* About this task
Lines from the entries below that hold "stream" form the answer; copy all of them.

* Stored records
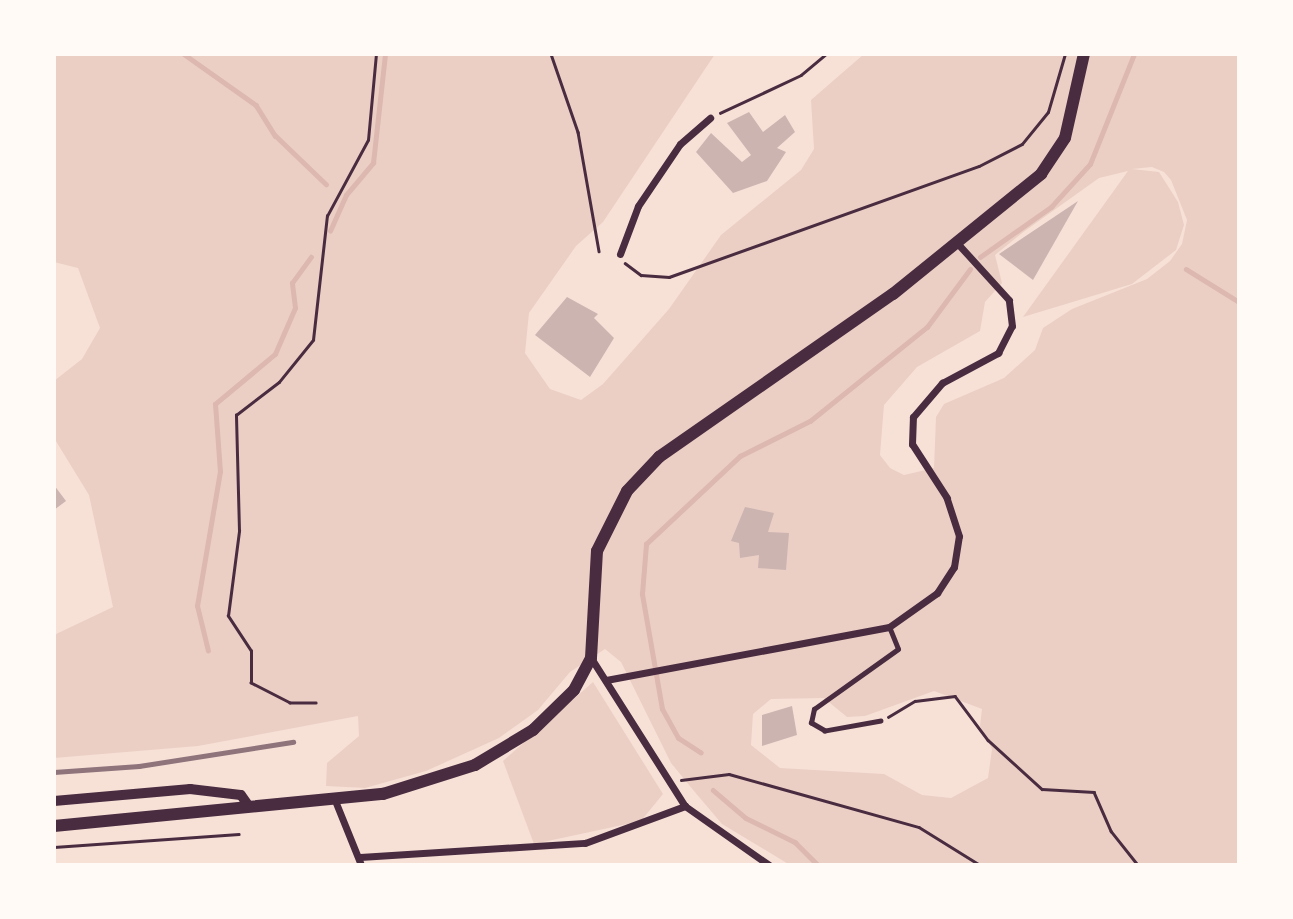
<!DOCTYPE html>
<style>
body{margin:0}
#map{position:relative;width:1293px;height:919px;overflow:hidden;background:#f7e1d7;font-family:"PT Sans Narrow",sans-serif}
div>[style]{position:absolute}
.green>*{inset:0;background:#ebcfc5}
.stream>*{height:4.5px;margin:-2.25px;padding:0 2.25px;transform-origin:2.25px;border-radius:2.25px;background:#dcb8b0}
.building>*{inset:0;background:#ccb4b1}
.path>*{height:2.5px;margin:-1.25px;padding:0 1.25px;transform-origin:1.25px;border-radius:1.25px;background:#4a2c40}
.service>*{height:4.5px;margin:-2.25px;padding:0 2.25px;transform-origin:2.25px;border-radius:2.25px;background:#4a2c40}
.minor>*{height:7px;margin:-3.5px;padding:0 3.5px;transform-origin:3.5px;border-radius:3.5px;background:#4a2c40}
.tertiary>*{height:10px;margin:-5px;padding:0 5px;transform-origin:5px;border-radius:5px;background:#4a2c40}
.secondary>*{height:12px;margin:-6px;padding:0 6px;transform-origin:6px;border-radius:6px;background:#4a2c40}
.rail>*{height:4.5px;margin:-2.25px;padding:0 2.25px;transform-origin:2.25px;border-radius:2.25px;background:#8f747c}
span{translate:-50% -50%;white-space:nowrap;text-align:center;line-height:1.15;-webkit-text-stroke:5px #fffaf5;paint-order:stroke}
.frame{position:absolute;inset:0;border:56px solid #fffaf5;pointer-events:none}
</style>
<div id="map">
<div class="green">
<div style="clip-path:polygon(evenodd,54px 54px,715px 54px,603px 222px,576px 246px,529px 313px,525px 353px,550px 389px,581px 400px,603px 384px,669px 309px,721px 235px,801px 170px,814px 149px,811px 100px,864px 54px,1239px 54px,1239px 865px,790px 865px,722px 824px,694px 791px,671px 763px,621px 662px,605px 649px,570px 672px,538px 710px,499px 738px,426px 771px,365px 788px,326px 786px,327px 763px,359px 736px,358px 716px,198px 746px,54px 758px,54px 635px,113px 607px,89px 495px,54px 438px,54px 381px,82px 359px,100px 328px,78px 268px,54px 262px,54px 54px,1152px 167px,1164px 172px,1171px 180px,1187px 220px,1182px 244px,1170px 261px,1147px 279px,1072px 309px,1043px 328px,1035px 350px,1004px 378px,944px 404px,936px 417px,934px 468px,904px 475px,890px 468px,880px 455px,884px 405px,917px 367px,980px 331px,985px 302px,1002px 283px,995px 255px,1022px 233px,1099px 178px,1128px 171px,1023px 317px,1132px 284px,1176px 250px,1184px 225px,1178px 202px,1159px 172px,1132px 169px,1152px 167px,54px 54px,934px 691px,982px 709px,980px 726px,992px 749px,988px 778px,951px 798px,922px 795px,884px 774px,780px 768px,751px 745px,753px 714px,771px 699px,824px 698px,847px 717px,865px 716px,934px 691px)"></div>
<div style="clip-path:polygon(593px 682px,663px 794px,641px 821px,534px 844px,503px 761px)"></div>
</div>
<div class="stream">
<div style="left:184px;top:54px;width:88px;rotate:35.3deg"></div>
<div style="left:256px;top:105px;width:36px;rotate:58deg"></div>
<div style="left:275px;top:135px;width:71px;rotate:43.9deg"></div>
<div style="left:330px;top:231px;width:39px;rotate:-66deg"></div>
<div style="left:346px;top:195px;width:42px;rotate:-49.8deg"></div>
<div style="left:373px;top:163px;width:110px;rotate:-83.7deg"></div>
<div style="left:980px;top:257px;width:87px;rotate:-35.2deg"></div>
<div style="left:1051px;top:207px;width:58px;rotate:-47.8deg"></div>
<div style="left:1090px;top:164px;width:118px;rotate:-68.2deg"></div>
<div style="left:1186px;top:269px;width:62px;rotate:31.9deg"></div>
<div style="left:208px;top:651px;width:46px;rotate:-103.7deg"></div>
<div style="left:197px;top:606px;width:136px;rotate:-80.3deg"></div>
<div style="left:220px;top:472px;width:68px;rotate:-94.2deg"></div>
<div style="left:215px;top:404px;width:78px;rotate:-39.8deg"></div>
<div style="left:275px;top:354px;width:50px;rotate:-66.5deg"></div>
<div style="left:295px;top:308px;width:25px;rotate:-97deg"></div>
<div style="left:292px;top:283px;width:32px;rotate:-54deg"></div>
<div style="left:701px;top:753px;width:27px;rotate:-147deg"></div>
<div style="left:678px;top:738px;width:33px;rotate:-119deg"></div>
<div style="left:662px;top:709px;width:117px;rotate:-99.9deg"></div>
<div style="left:642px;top:594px;width:50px;rotate:-85.4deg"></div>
<div style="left:646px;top:544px;width:129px;rotate:-43.1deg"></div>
<div style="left:740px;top:456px;width:78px;rotate:-26.6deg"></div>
<div style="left:810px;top:421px;width:150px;rotate:-38.8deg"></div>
<div style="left:927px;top:327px;width:72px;rotate:-53.4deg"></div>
<div style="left:713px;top:790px;width:43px;rotate:40.3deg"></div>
<div style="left:746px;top:818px;width:55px;rotate:26.1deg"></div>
<div style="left:795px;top:842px;width:33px;rotate:45deg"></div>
</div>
<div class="building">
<div style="clip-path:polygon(749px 112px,763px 132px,785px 115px,795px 132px,777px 148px,786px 152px,767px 181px,733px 193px,696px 152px,711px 133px,742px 162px,751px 155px,727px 123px)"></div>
<div style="clip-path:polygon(1078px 201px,1033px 280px,999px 254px)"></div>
<div style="clip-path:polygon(567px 297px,598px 314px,594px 318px,614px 338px,590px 377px,535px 335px)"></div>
<div style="clip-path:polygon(54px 485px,66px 501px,54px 510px)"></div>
<div style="clip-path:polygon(745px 507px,774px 513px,768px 532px,789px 533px,786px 570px,758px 568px,759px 555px,740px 558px,739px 543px,731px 541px)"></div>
<div style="clip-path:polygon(792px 706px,797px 735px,762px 746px,762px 715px)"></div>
</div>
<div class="path">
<div style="left:551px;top:54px;width:83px;rotate:70.9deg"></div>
<div style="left:578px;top:132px;width:121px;rotate:80deg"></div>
<div style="left:720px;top:113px;width:89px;rotate:-25.1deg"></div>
<div style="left:801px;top:75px;width:33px;rotate:-40deg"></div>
<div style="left:625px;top:263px;width:20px;rotate:37deg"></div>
<div style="left:641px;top:275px;width:28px;rotate:4deg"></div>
<div style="left:669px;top:277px;width:329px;rotate:-19.7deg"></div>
<div style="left:979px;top:166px;width:48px;rotate:-27.1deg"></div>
<div style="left:1022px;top:144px;width:41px;rotate:-50.9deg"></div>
<div style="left:1048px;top:112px;width:60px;rotate:-73.7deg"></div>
<div style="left:1239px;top:627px;width:77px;rotate:90deg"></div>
<div style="left:316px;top:703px;width:26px;rotate:180deg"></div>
<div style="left:290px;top:703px;width:44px;rotate:-152.9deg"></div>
<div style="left:251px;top:683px;width:32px;rotate:-90deg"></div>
<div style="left:251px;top:651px;width:42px;rotate:-123.3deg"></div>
<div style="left:228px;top:616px;width:86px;rotate:-82.6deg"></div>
<div style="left:239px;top:531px;width:116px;rotate:-91.5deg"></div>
<div style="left:236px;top:415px;width:54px;rotate:-37.5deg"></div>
<div style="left:279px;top:382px;width:54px;rotate:-51deg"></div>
<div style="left:313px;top:340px;width:125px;rotate:-83.6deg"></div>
<div style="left:327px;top:216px;width:86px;rotate:-61.7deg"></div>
<div style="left:368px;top:140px;width:86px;rotate:-84.7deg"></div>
<div style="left:888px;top:717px;width:31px;rotate:-31deg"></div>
<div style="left:915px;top:701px;width:40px;rotate:-7.1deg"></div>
<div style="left:955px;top:696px;width:55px;rotate:53.1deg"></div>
<div style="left:988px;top:740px;width:73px;rotate:42.2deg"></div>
<div style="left:1042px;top:789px;width:52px;rotate:3.3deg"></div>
<div style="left:1094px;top:792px;width:43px;rotate:66.4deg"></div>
<div style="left:1111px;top:831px;width:43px;rotate:51.5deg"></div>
<div style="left:681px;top:780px;width:48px;rotate:-7.1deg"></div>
<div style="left:729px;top:774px;width:197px;rotate:15.6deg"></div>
<div style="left:919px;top:827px;width:72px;rotate:31.9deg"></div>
<div style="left:54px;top:847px;width:185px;rotate:-4deg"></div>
</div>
<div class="service">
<div style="left:881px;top:721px;width:57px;rotate:169.9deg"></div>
<div style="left:825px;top:731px;width:16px;rotate:-150deg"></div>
<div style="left:811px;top:723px;width:14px;rotate:-78deg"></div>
<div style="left:814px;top:709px;width:103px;rotate:-35.5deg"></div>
<div style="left:898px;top:649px;width:24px;rotate:-112deg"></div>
</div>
<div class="minor">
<div style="left:620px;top:254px;width:51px;rotate:-69.4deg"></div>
<div style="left:638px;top:206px;width:75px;rotate:-55.9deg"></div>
<div style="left:680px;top:144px;width:40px;rotate:-41deg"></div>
<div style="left:591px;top:658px;width:175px;rotate:57.6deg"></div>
<div style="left:685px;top:806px;width:103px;rotate:35.1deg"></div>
<div style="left:606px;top:680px;width:288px;rotate:-10.6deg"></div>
<div style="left:889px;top:627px;width:59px;rotate:-35.3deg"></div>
<div style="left:937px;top:593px;width:31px;rotate:-57deg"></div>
<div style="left:954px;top:567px;width:31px;rotate:-81deg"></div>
<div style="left:959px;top:536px;width:40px;rotate:-108deg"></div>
<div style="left:947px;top:498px;width:64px;rotate:-122.9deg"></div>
<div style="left:912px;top:444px;width:27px;rotate:-88deg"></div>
<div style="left:913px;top:417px;width:45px;rotate:-49.5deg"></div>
<div style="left:942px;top:383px;width:64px;rotate:-28.2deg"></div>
<div style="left:998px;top:353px;width:30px;rotate:-63deg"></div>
<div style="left:1012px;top:326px;width:26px;rotate:-97deg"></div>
<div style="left:1009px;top:300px;width:76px;rotate:-132.3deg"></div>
<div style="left:336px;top:803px;width:67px;rotate:68deg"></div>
<div style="left:360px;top:857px;width:225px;rotate:-3.6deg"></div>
<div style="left:585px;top:843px;width:107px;rotate:-20.3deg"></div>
</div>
<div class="tertiary">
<div style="left:54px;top:801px;width:137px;rotate:-5deg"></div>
<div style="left:190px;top:789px;width:51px;rotate:6.7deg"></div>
<div style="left:241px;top:795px;width:12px;rotate:55deg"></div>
</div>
<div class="secondary">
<div style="left:54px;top:826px;width:331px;rotate:-5.6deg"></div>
<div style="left:383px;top:794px;width:96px;rotate:-17.5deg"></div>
<div style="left:475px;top:765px;width:68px;rotate:-31.1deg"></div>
<div style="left:533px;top:730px;width:57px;rotate:-44.3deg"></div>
<div style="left:574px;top:690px;width:36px;rotate:-62deg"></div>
<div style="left:591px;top:658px;width:107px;rotate:-86.8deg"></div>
<div style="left:597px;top:551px;width:67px;rotate:-63.4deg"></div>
<div style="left:627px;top:491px;width:47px;rotate:-46.7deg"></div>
<div style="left:659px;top:457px;width:285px;rotate:-34.9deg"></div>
<div style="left:893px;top:294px;width:191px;rotate:-39deg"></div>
<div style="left:1041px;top:174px;width:43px;rotate:-56.3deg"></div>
<div style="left:1065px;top:138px;width:86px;rotate:-77.3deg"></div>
</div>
<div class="rail">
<div style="left:54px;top:772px;width:85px;rotate:-4deg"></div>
<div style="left:139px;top:766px;width:156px;rotate:-8.9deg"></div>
</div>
<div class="frame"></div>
</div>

* Result of this exercise
.stream>*{height:4.5px;margin:-2.25px;padding:0 2.25px;transform-origin:2.25px;border-radius:2.25px;background:#dcb8b0}
<div class="stream">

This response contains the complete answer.